The choice of the first-line therapy (initial therapy) is determined by various considerations, which include severity of infection, drug tolerability, presence of drug-resistant mutations in non-treated populations, pregnancy or availability of drugs. The cost of therapy is also an important factor, especially in low-resource countries [61]. Difficulties in finding the optimal treatment option for HIV-infected patients which would provide optimal efficacy, durability of antiretroviral activity, tolerability and convenient dosing schedule are reflected by numerous antiretroviral regimens evaluated in clinical trials. Among the initial regimens, the most preferred by clinical experts is a backbone combination of two NRTIs—tenofovir disoproxil fumarate and emtricitabine plus an active drug from one of the following classes: NNRTI (efavirenz), PI (ritonavir-boosted atazanavir, ritonavir-boosted darunavir) or InSTI (raltegravir, dolutegravir) [68]. The recommended alternative regimens consist of active drugs which represent the following classes: NNRTI (rilpivirine and nevirapine), PI (fosamprenavir/ritonavir, lopinavir/ritonavir), InSTI (elvitegravir/cobicistat) and CCR5 antagonist (maraviroc) [68].

Efavirenz is one of the most commonly used antiretroviral drugs and is one of the preferred treatment options for HIV-infected antiretroviral-naive (ART-naive) patients [62]. To our knowledge this is the first such a broad systematic review containing meta-analysis comparing efavirenz-based therapy with other currently recommended antiretroviral regimens used to treat antiretroviral-naive HIV-infected adult patients. Our report is also the most recent systematic review regarding efavirenz-based regimens evaluated in randomized controlled trials conducted in population of HIV-infected patients previously untreated with antiretroviral therapy.

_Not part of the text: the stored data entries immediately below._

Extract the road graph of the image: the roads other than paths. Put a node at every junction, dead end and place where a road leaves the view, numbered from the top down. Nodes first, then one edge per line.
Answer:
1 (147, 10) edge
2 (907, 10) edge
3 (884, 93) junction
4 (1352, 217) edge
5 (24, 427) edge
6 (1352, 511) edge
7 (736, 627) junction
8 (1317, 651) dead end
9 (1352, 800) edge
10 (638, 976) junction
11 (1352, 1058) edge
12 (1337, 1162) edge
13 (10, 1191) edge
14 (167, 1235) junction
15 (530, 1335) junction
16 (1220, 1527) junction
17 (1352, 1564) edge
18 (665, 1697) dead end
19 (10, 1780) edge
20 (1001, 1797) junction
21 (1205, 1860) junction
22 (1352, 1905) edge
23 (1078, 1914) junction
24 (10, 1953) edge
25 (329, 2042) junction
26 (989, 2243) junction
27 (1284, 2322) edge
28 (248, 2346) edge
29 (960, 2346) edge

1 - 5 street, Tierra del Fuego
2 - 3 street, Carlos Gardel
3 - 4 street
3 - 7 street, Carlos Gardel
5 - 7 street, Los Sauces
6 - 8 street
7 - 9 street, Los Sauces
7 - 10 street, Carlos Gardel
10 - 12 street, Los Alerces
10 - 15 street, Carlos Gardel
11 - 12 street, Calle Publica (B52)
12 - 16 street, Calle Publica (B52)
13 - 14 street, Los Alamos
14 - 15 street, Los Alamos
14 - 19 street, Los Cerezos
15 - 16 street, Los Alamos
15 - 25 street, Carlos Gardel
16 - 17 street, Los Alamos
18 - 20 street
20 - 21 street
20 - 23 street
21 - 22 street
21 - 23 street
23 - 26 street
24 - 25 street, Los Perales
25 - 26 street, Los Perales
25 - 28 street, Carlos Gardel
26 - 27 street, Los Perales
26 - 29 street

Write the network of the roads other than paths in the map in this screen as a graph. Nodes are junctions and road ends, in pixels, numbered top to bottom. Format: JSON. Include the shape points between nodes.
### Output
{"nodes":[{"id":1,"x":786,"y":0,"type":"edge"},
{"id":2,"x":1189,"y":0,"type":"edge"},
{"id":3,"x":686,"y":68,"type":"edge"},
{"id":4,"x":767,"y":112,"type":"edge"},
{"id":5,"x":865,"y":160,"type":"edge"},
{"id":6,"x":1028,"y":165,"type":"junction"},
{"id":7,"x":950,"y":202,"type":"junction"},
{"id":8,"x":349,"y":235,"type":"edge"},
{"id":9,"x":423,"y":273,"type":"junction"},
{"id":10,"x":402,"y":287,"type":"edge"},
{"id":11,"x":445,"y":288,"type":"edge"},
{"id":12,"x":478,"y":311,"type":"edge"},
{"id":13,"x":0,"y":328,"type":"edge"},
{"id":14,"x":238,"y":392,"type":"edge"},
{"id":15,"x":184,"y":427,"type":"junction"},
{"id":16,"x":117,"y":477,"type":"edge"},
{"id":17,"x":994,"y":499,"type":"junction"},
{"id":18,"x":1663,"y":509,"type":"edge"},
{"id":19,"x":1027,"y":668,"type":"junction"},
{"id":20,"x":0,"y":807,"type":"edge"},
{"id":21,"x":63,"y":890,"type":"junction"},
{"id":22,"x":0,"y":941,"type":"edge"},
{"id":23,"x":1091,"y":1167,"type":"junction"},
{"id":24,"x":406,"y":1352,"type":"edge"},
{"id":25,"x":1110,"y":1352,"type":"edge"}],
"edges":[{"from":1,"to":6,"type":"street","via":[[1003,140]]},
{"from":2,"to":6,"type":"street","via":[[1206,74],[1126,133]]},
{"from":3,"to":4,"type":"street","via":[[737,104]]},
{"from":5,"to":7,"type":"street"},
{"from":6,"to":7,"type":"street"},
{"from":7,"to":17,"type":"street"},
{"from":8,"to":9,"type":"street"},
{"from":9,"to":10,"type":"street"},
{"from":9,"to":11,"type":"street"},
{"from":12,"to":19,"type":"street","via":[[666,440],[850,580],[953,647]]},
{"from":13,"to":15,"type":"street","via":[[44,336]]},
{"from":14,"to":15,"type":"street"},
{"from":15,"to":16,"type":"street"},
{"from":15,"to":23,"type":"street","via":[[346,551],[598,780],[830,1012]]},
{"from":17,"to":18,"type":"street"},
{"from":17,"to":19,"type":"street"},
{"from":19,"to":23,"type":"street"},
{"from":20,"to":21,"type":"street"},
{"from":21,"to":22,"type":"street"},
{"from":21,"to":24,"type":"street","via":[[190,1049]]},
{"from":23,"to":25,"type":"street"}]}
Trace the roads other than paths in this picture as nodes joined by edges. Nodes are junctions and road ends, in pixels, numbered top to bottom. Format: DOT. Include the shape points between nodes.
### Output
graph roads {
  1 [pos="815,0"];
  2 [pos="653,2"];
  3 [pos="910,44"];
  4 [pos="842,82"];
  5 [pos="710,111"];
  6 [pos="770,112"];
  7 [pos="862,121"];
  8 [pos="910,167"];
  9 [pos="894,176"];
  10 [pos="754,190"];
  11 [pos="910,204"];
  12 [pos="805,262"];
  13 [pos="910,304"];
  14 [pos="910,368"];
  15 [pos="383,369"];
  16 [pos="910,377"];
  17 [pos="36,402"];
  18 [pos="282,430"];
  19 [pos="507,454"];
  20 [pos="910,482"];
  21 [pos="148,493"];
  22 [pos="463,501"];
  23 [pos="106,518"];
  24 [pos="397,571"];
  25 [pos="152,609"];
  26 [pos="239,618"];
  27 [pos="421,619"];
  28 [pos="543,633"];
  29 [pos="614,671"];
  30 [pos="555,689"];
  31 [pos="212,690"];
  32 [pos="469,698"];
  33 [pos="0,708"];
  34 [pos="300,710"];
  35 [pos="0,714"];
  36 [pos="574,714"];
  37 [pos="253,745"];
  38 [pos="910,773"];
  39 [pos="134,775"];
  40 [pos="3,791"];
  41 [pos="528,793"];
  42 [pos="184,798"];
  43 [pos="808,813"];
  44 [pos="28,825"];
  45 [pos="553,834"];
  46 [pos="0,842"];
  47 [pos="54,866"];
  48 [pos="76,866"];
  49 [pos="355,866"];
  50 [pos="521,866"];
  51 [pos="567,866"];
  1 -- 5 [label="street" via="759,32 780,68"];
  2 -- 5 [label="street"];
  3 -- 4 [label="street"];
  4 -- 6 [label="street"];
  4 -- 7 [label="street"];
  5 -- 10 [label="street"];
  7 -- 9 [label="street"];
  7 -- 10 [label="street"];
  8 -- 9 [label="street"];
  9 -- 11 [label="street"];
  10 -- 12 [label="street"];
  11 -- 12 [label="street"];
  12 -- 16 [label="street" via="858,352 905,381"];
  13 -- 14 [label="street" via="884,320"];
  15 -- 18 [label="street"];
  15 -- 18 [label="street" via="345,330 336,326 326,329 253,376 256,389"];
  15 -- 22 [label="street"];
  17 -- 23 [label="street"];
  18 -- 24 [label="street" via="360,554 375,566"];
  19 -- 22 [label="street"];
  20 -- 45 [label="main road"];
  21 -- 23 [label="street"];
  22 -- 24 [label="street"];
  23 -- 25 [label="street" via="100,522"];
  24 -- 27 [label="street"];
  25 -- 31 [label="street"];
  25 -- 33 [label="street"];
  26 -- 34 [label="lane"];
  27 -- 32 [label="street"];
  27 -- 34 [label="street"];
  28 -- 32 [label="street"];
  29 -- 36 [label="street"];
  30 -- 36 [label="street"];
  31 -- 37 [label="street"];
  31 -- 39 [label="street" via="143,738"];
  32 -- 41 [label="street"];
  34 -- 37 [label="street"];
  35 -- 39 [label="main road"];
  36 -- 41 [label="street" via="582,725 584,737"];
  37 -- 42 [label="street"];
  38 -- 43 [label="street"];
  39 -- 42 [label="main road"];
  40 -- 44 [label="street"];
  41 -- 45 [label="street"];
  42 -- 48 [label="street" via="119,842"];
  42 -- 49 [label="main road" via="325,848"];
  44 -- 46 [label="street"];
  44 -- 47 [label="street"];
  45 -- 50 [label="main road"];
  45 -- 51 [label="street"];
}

According to the current guidelines for the use of antiretroviral agents during the initial therapy of HIV-infected patients, comparisons were made between efavirenz and drugs from 4 different classes: NNRTI (other than efavirenz), ritonavir-boosted PI (bPI), InSTI and CCR5, all of them added to the backbone regimen. Our meta-analysis demonstrated that efficacy of all regimens based on the above-mentioned drugs were comparable, the analysis did not show any differences in terms of clinical endpoints (death or disease progression usually defined as an occurrence of AIDS-defining events). In terms of virological response (decline in plasma viral load to the predefined levels at week 48) only comparison of efavirenz vs. InSTI showed a statistically significant difference favoring integrase strand transfer inhibitor while in other analysis differences were not statistically significant. The results of the individual studies included in our comparison of efavirenz vs. integrase strand transfer inhibitors showed a trend toward a better effect of InSTI on virological response at week 48. Above effect in the individual studies was not statistically significant probably due to the small number of patients (studies: GS-236-014 [28], SPRING-1 [3536], Protocol 004 part II [3132]) while results of SINGLE [37] trial that recruited more than 800 patients showed a statistically significant difference favoring InSTI in comparison with efavirenz. Integrase strand transfer inhibitors are a promising group of antiretroviral agents. Results of a recent FLAMINGO study showed that dolutegravir was superior to darunavir plus ritonavir, both with combination with NRTIs in treatment of HIV-infected ART-naive patients [63]. It is worth noting that, given the results of the latest research Department of Health and Human Services (DHHS) added dolutregravir in combination with selected NRTIs as one of the preferred options in ART-naive HIV-infected patients [6].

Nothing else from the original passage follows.